Work required:
Please copy each line of the records below that holds the word "National".

Entries shown:
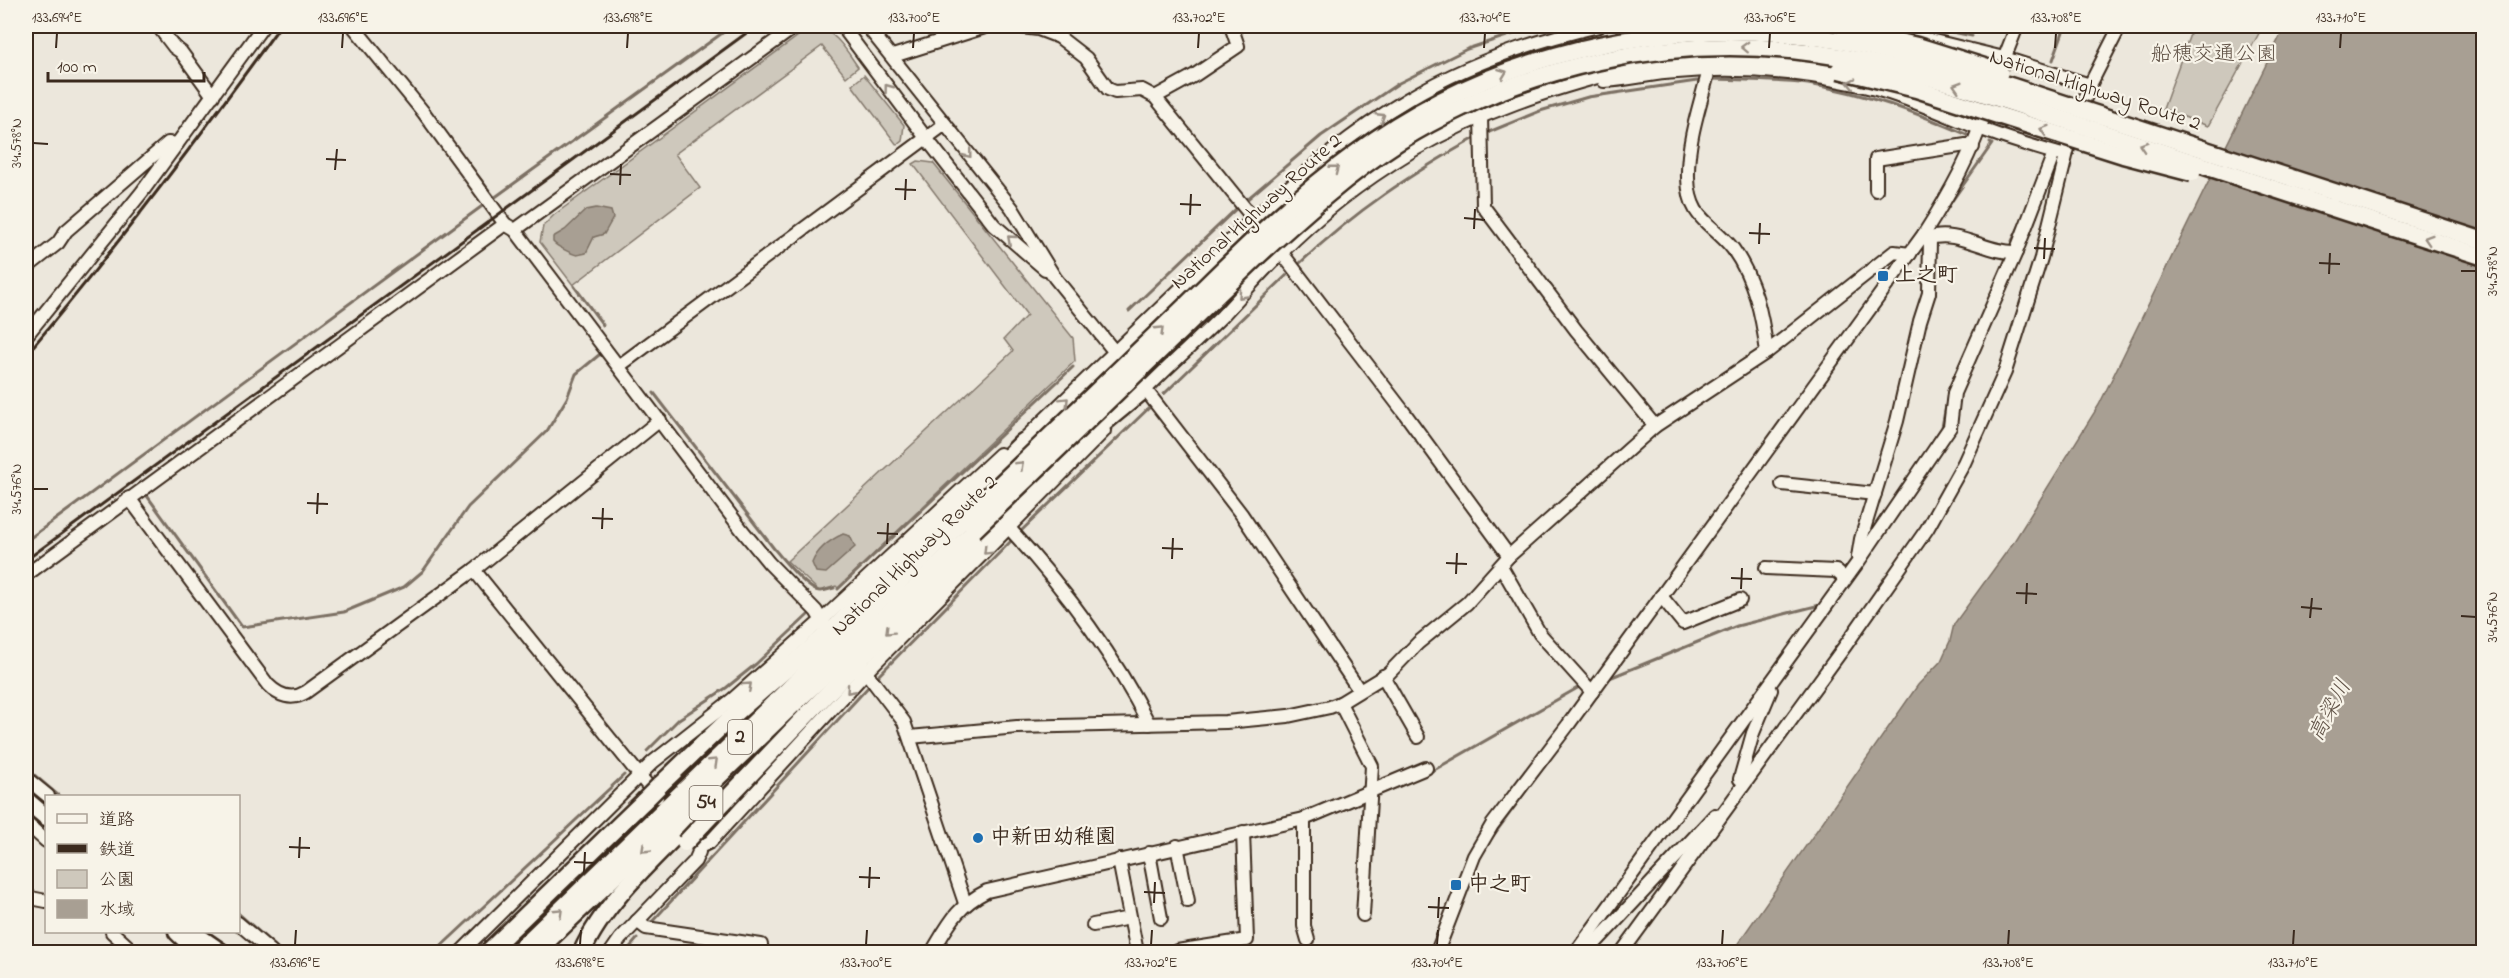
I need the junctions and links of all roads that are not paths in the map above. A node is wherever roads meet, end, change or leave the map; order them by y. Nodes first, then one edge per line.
1 (158, 26) edge
2 (263, 26) edge
3 (353, 26) edge
4 (796, 26) edge
5 (842, 26) edge
6 (867, 26) edge
7 (988, 26) edge
8 (1013, 26) edge
9 (1231, 26) edge
10 (1599, 26) edge
11 (1623, 26) edge
12 (1824, 26) edge
13 (1872, 26) edge
14 (2120, 26) edge
15 (2014, 28) edge
16 (1561, 30) edge
17 (1925, 38) junction
18 (893, 56) junction
19 (2004, 58) junction
20 (1626, 69) junction
21 (1709, 70) junction
22 (1576, 82) junction
23 (2090, 85) junction
24 (213, 96) junction
25 (1155, 97) junction
26 (1907, 99) junction
27 (1481, 116) junction
28 (945, 124) junction
29 (1980, 129) junction
30 (926, 138) junction
31 (177, 144) junction
32 (1973, 147) junction
33 (2060, 154) junction
34 (1876, 190) dead end
35 (2306, 191) junction
36 (1253, 219) junction
37 (510, 227) junction
38 (1926, 236) junction
39 (2484, 241) edge
40 (1281, 252) junction
41 (2016, 252) junction
42 (1910, 254) junction
43 (2484, 257) edge
44 (26, 268) edge
45 (1055, 278) junction
46 (26, 336) edge
47 (1114, 352) junction
48 (1767, 352) junction
49 (619, 366) junction
50 (1145, 389) junction
51 (660, 420) junction
52 (1655, 426) junction
53 (1023, 442) junction
54 (1782, 484) dead end
55 (1875, 494) junction
56 (129, 498) junction
57 (968, 526) junction
58 (1010, 528) junction
59 (1505, 561) junction
60 (1858, 562) junction
61 (1766, 568) dead end
62 (474, 570) junction
63 (26, 575) edge
64 (1843, 577) junction
65 (1660, 596) junction
66 (1740, 600) dead end
67 (824, 623) junction
68 (839, 661) junction
69 (864, 669) junction
70 (1777, 672) junction
71 (1383, 676) junction
72 (1359, 690) junction
73 (1592, 692) junction
74 (1340, 703) junction
75 (1149, 724) junction
76 (910, 737) junction
77 (1419, 737) dead end
78 (1426, 768) dead end
79 (639, 777) junction
80 (26, 778) edge
81 (1744, 782) junction
82 (654, 794) junction
83 (1372, 794) junction
84 (47, 795) edge
85 (26, 800) edge
86 (1725, 810) junction
87 (45, 816) edge
88 (26, 823) edge
89 (1304, 823) junction
90 (1243, 836) junction
91 (694, 837) junction
92 (45, 840) edge
93 (1178, 850) junction
94 (1150, 857) junction
95 (1119, 864) junction
96 (26, 897) edge
97 (45, 901) edge
98 (1188, 901) dead end
99 (965, 903) junction
100 (1364, 915) dead end
101 (1131, 918) junction
102 (1161, 918) dead end
103 (637, 921) junction
104 (240, 924) edge
105 (1093, 925) dead end
106 (113, 933) edge
107 (165, 933) edge
108 (178, 933) edge
109 (193, 933) edge
110 (1308, 940) dead end
111 (482, 947) edge
112 (1177, 951) dead end
113 (134, 952) edge
114 (183, 952) edge
115 (198, 952) edge
116 (221, 952) edge
117 (272, 952) edge
118 (461, 952) edge
119 (517, 952) edge
120 (536, 952) edge
121 (583, 952) edge
122 (611, 952) edge
123 (762, 952) edge
124 (932, 952) edge
125 (1137, 952) edge
126 (1437, 952) edge
127 (1576, 952) edge
128 (1587, 952) edge
129 (1622, 952) edge

1 - 24 street
2 - 24 street
3 - 37 street
4 - 37 street
30 -> 5 street
6 - 18 street
7 - 18 street
8 - 25 street
9 - 25 street
10 - 16 street
11 - 20 street
12 - 35 highway, bridge
13 - 17 street
14 - 23 street
15 - 19 street
36 -> 16 street
17 - 19 street
17 - 26 street
18 - 28 street
19 - 23 street
19 - 29 street
20 - 22 street
35 -> 20 highway, bridge
21 - 22 street
26 -> 21 street
21 - 48 street
22 - 27 street
23 - 33 street
24 - 31 street
25 - 36 street
26 - 29 street
27 - 40 street
27 - 52 street
28 - 30 street
28 -> 45 street
29 - 32 street
29 - 33 street
45 -> 30 street
30 - 49 street
31 - 44 street
31 - 46 street
32 - 34 street
32 - 38 street
33 - 41 street
33 - 81 street
35 - 39 highway, National Highway Route 2 / 2, bridge
43 -> 35 highway, National Highway Route 2 / 2, bridge
35 - 57 highway, National Highway Route 2 / 2, bridge
36 - 40 street
36 - 47 street
37 - 49 street
37 - 56 street
38 - 41 street
38 - 42 street
38 - 55 street
40 -> 50 street
40 - 59 street
41 - 60 street
42 - 48 street
42 - 65 street
45 - 47 street
47 - 50 street
53 -> 47 street
48 - 52 street
49 - 51 street
50 - 58 street
50 - 72 street
50 -> 91 highway
51 - 62 street
51 - 67 street
52 - 59 street
53 - 67 street
82 -> 53 highway
54 - 55 street
55 - 60 street
56 - 62 street
56 - 63 street
57 - 68 highway, National Highway Route 2 / 2
119 -> 57 highway, National Highway Route 2 / 2
58 -> 69 street
58 - 75 street
59 - 71 street
59 - 73 street
60 - 64 street
61 - 64 street
62 - 79 street
64 - 70 street
65 - 66 street
65 - 73 street
79 -> 67 street
68 -> 120 highway, National Highway Route 2 / 2
68 - 121 highway, 54
69 - 76 street
69 -> 91 street
70 - 81 street
70 - 127 street
71 - 72 street
71 - 77 street
72 - 74 street
73 - 126 street
74 - 75 street
74 - 83 street
75 - 76 street
76 - 99 street
78 - 83 street
79 - 82 street
79 - 111 street
80 - 84 street
81 - 86 street
82 - 111 highway
83 - 89 street
83 - 100 street
85 - 87 highway
86 - 128 street
86 - 129 street
88 - 92 street
89 - 90 street
89 - 110 street
90 - 93 street
90 - 112 street
91 - 103 street
91 - 121 highway
93 - 94 street
93 - 98 street
94 - 95 street
94 - 102 street
95 - 99 street
95 - 101 street
96 - 97 street
99 - 124 street
101 - 105 street
101 - 125 street
103 - 122 street
103 - 123 street
104 - 117 street
106 - 113 street
107 - 114 highway
108 - 115 highway
109 - 116 highway
111 - 118 street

Task response:
35 - 39 highway, National Highway Route 2 / 2, bridge
43 -> 35 highway, National Highway Route 2 / 2, bridge
35 - 57 highway, National Highway Route 2 / 2, bridge
57 - 68 highway, National Highway Route 2 / 2
119 -> 57 highway, National Highway Route 2 / 2
68 -> 120 highway, National Highway Route 2 / 2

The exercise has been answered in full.